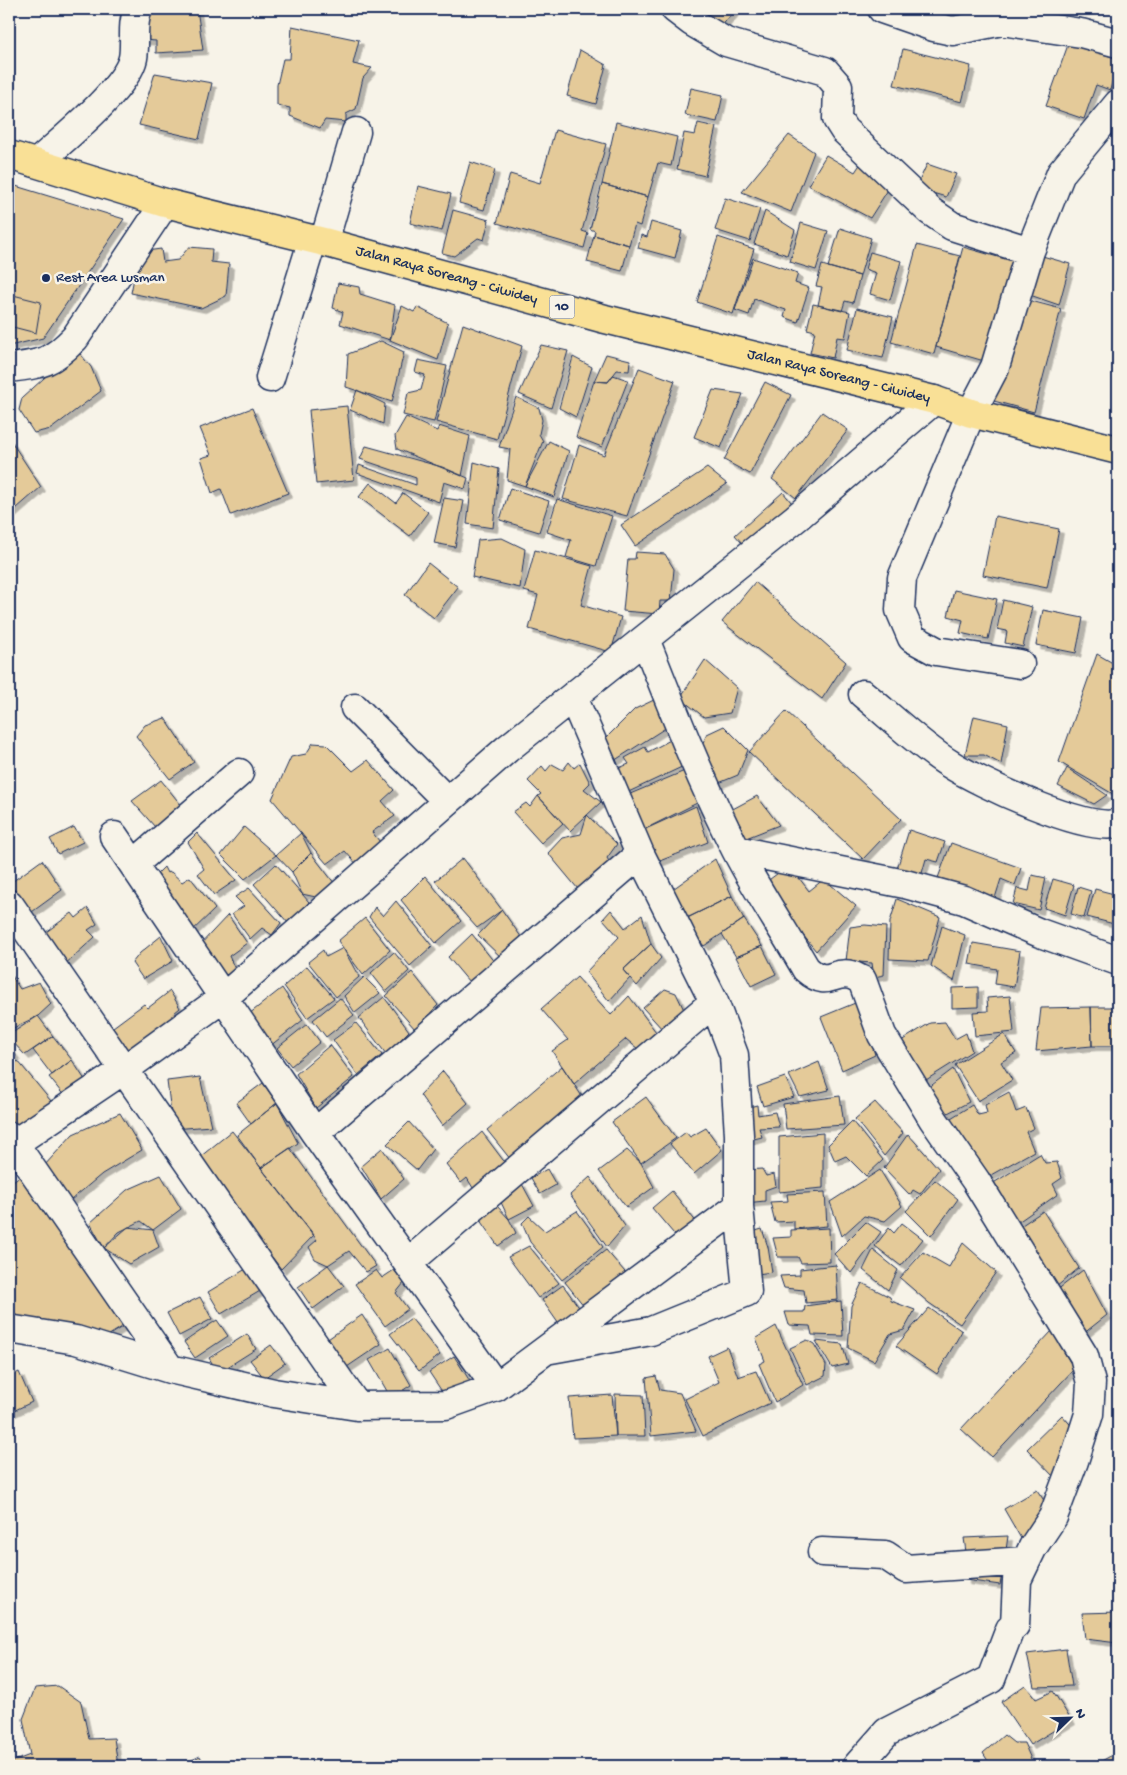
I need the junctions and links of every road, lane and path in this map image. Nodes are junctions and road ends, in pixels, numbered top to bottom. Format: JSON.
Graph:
{"nodes":[{"id":1,"x":138,"y":9,"type":"edge"},
{"id":2,"x":676,"y":9,"type":"edge"},
{"id":3,"x":882,"y":9,"type":"edge"},
{"id":4,"x":1118,"y":42,"type":"edge"},
{"id":5,"x":1118,"y":104,"type":"edge"},
{"id":6,"x":356,"y":132,"type":"dead end"},
{"id":7,"x":9,"y":155,"type":"edge"},
{"id":8,"x":37,"y":163,"type":"junction"},
{"id":9,"x":164,"y":203,"type":"junction"},
{"id":10,"x":319,"y":240,"type":"junction"},
{"id":11,"x":1030,"y":251,"type":"junction"},
{"id":12,"x":9,"y":368,"type":"edge"},
{"id":13,"x":270,"y":378,"type":"dead end"},
{"id":14,"x":934,"y":400,"type":"junction"},
{"id":15,"x":971,"y":413,"type":"junction"},
{"id":16,"x":1118,"y":450,"type":"edge"},
{"id":17,"x":645,"y":639,"type":"junction"},
{"id":18,"x":1020,"y":664,"type":"dead end"},
{"id":19,"x":863,"y":694,"type":"dead end"},
{"id":20,"x":573,"y":697,"type":"junction"},
{"id":21,"x":355,"y":708,"type":"dead end"},
{"id":22,"x":239,"y":774,"type":"dead end"},
{"id":23,"x":447,"y":801,"type":"junction"},
{"id":24,"x":1118,"y":823,"type":"edge"},
{"id":25,"x":114,"y":836,"type":"dead end"},
{"id":26,"x":736,"y":850,"type":"junction"},
{"id":27,"x":640,"y":854,"type":"junction"},
{"id":28,"x":134,"y":864,"type":"junction"},
{"id":29,"x":9,"y":904,"type":"edge"},
{"id":30,"x":1118,"y":961,"type":"edge"},
{"id":31,"x":223,"y":998,"type":"junction"},
{"id":32,"x":714,"y":1002,"type":"junction"},
{"id":33,"x":125,"y":1069,"type":"junction"},
{"id":34,"x":315,"y":1133,"type":"junction"},
{"id":35,"x":10,"y":1142,"type":"edge"},
{"id":36,"x":739,"y":1206,"type":"junction"},
{"id":37,"x":409,"y":1262,"type":"junction"},
{"id":38,"x":9,"y":1329,"type":"edge"},
{"id":39,"x":546,"y":1350,"type":"junction"},
{"id":40,"x":170,"y":1369,"type":"junction"},
{"id":41,"x":496,"y":1387,"type":"junction"},
{"id":42,"x":357,"y":1406,"type":"junction"},
{"id":43,"x":822,"y":1552,"type":"dead end"},
{"id":44,"x":1026,"y":1561,"type":"junction"},
{"id":45,"x":857,"y":1766,"type":"edge"}],
"edges":[{"from":1,"to":8,"type":"street"},
{"from":2,"to":11,"type":"street"},
{"from":3,"to":4,"type":"street"},
{"from":5,"to":11,"type":"street"},
{"from":6,"to":10,"type":"street"},
{"from":7,"to":8,"type":"highway","name":"Jalan Raya Soreang - Ciwidey","number":"10"},
{"from":8,"to":9,"type":"highway","name":"Jalan Raya Soreang - Ciwidey","number":"10"},
{"from":9,"to":10,"type":"highway","name":"Jalan Raya Soreang - Ciwidey","number":"10"},
{"from":9,"to":12,"type":"street"},
{"from":10,"to":13,"type":"street"},
{"from":10,"to":14,"type":"highway","name":"Jalan Raya Soreang - Ciwidey","number":"10"},
{"from":11,"to":15,"type":"street"},
{"from":14,"to":15,"type":"highway","name":"Jalan Raya Soreang - Ciwidey","number":"10"},
{"from":14,"to":17,"type":"street"},
{"from":15,"to":16,"type":"highway","name":"Jalan Raya Soreang - Ciwidey","number":"10"},
{"from":15,"to":18,"type":"street"},
{"from":17,"to":20,"type":"street"},
{"from":17,"to":26,"type":"street"},
{"from":19,"to":24,"type":"street"},
{"from":20,"to":23,"type":"street"},
{"from":20,"to":27,"type":"street"},
{"from":21,"to":23,"type":"street"},
{"from":22,"to":28,"type":"street"},
{"from":23,"to":31,"type":"street"},
{"from":25,"to":28,"type":"street"},
{"from":26,"to":30,"type":"street"},
{"from":26,"to":44,"type":"street"},
{"from":27,"to":32,"type":"street"},
{"from":27,"to":34,"type":"street"},
{"from":28,"to":31,"type":"street"},
{"from":29,"to":33,"type":"street"},
{"from":31,"to":33,"type":"street"},
{"from":31,"to":34,"type":"street"},
{"from":32,"to":36,"type":"street"},
{"from":32,"to":37,"type":"street"},
{"from":33,"to":35,"type":"street"},
{"from":33,"to":42,"type":"street"},
{"from":34,"to":37,"type":"street"},
{"from":35,"to":40,"type":"street"},
{"from":36,"to":39,"type":"street"},
{"from":36,"to":39,"type":"street"},
{"from":37,"to":41,"type":"street"},
{"from":38,"to":40,"type":"street"},
{"from":39,"to":41,"type":"street"},
{"from":40,"to":42,"type":"street"},
{"from":41,"to":42,"type":"street"},
{"from":43,"to":44,"type":"street"},
{"from":44,"to":45,"type":"street"}]}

--- --- ---

Goal of the exercise: Copy every record exactly, but skip the pictures.

Solution for this task:
I need the junctions and links of every road, lane and path in this map image. Nodes are junctions and road ends, in pixels, numbered top to bottom. Format: JSON.
Graph:
{"nodes":[{"id":1,"x":138,"y":9,"type":"edge"},
{"id":2,"x":676,"y":9,"type":"edge"},
{"id":3,"x":882,"y":9,"type":"edge"},
{"id":4,"x":1118,"y":42,"type":"edge"},
{"id":5,"x":1118,"y":104,"type":"edge"},
{"id":6,"x":356,"y":132,"type":"dead end"},
{"id":7,"x":9,"y":155,"type":"edge"},
{"id":8,"x":37,"y":163,"type":"junction"},
{"id":9,"x":164,"y":203,"type":"junction"},
{"id":10,"x":319,"y":240,"type":"junction"},
{"id":11,"x":1030,"y":251,"type":"junction"},
{"id":12,"x":9,"y":368,"type":"edge"},
{"id":13,"x":270,"y":378,"type":"dead end"},
{"id":14,"x":934,"y":400,"type":"junction"},
{"id":15,"x":971,"y":413,"type":"junction"},
{"id":16,"x":1118,"y":450,"type":"edge"},
{"id":17,"x":645,"y":639,"type":"junction"},
{"id":18,"x":1020,"y":664,"type":"dead end"},
{"id":19,"x":863,"y":694,"type":"dead end"},
{"id":20,"x":573,"y":697,"type":"junction"},
{"id":21,"x":355,"y":708,"type":"dead end"},
{"id":22,"x":239,"y":774,"type":"dead end"},
{"id":23,"x":447,"y":801,"type":"junction"},
{"id":24,"x":1118,"y":823,"type":"edge"},
{"id":25,"x":114,"y":836,"type":"dead end"},
{"id":26,"x":736,"y":850,"type":"junction"},
{"id":27,"x":640,"y":854,"type":"junction"},
{"id":28,"x":134,"y":864,"type":"junction"},
{"id":29,"x":9,"y":904,"type":"edge"},
{"id":30,"x":1118,"y":961,"type":"edge"},
{"id":31,"x":223,"y":998,"type":"junction"},
{"id":32,"x":714,"y":1002,"type":"junction"},
{"id":33,"x":125,"y":1069,"type":"junction"},
{"id":34,"x":315,"y":1133,"type":"junction"},
{"id":35,"x":10,"y":1142,"type":"edge"},
{"id":36,"x":739,"y":1206,"type":"junction"},
{"id":37,"x":409,"y":1262,"type":"junction"},
{"id":38,"x":9,"y":1329,"type":"edge"},
{"id":39,"x":546,"y":1350,"type":"junction"},
{"id":40,"x":170,"y":1369,"type":"junction"},
{"id":41,"x":496,"y":1387,"type":"junction"},
{"id":42,"x":357,"y":1406,"type":"junction"},
{"id":43,"x":822,"y":1552,"type":"dead end"},
{"id":44,"x":1026,"y":1561,"type":"junction"},
{"id":45,"x":857,"y":1766,"type":"edge"}],
"edges":[{"from":1,"to":8,"type":"street"},
{"from":2,"to":11,"type":"street"},
{"from":3,"to":4,"type":"street"},
{"from":5,"to":11,"type":"street"},
{"from":6,"to":10,"type":"street"},
{"from":7,"to":8,"type":"highway","name":"Jalan Raya Soreang - Ciwidey","number":"10"},
{"from":8,"to":9,"type":"highway","name":"Jalan Raya Soreang - Ciwidey","number":"10"},
{"from":9,"to":10,"type":"highway","name":"Jalan Raya Soreang - Ciwidey","number":"10"},
{"from":9,"to":12,"type":"street"},
{"from":10,"to":13,"type":"street"},
{"from":10,"to":14,"type":"highway","name":"Jalan Raya Soreang - Ciwidey","number":"10"},
{"from":11,"to":15,"type":"street"},
{"from":14,"to":15,"type":"highway","name":"Jalan Raya Soreang - Ciwidey","number":"10"},
{"from":14,"to":17,"type":"street"},
{"from":15,"to":16,"type":"highway","name":"Jalan Raya Soreang - Ciwidey","number":"10"},
{"from":15,"to":18,"type":"street"},
{"from":17,"to":20,"type":"street"},
{"from":17,"to":26,"type":"street"},
{"from":19,"to":24,"type":"street"},
{"from":20,"to":23,"type":"street"},
{"from":20,"to":27,"type":"street"},
{"from":21,"to":23,"type":"street"},
{"from":22,"to":28,"type":"street"},
{"from":23,"to":31,"type":"street"},
{"from":25,"to":28,"type":"street"},
{"from":26,"to":30,"type":"street"},
{"from":26,"to":44,"type":"street"},
{"from":27,"to":32,"type":"street"},
{"from":27,"to":34,"type":"street"},
{"from":28,"to":31,"type":"street"},
{"from":29,"to":33,"type":"street"},
{"from":31,"to":33,"type":"street"},
{"from":31,"to":34,"type":"street"},
{"from":32,"to":36,"type":"street"},
{"from":32,"to":37,"type":"street"},
{"from":33,"to":35,"type":"street"},
{"from":33,"to":42,"type":"street"},
{"from":34,"to":37,"type":"street"},
{"from":35,"to":40,"type":"street"},
{"from":36,"to":39,"type":"street"},
{"from":36,"to":39,"type":"street"},
{"from":37,"to":41,"type":"street"},
{"from":38,"to":40,"type":"street"},
{"from":39,"to":41,"type":"street"},
{"from":40,"to":42,"type":"street"},
{"from":41,"to":42,"type":"street"},
{"from":43,"to":44,"type":"street"},
{"from":44,"to":45,"type":"street"}]}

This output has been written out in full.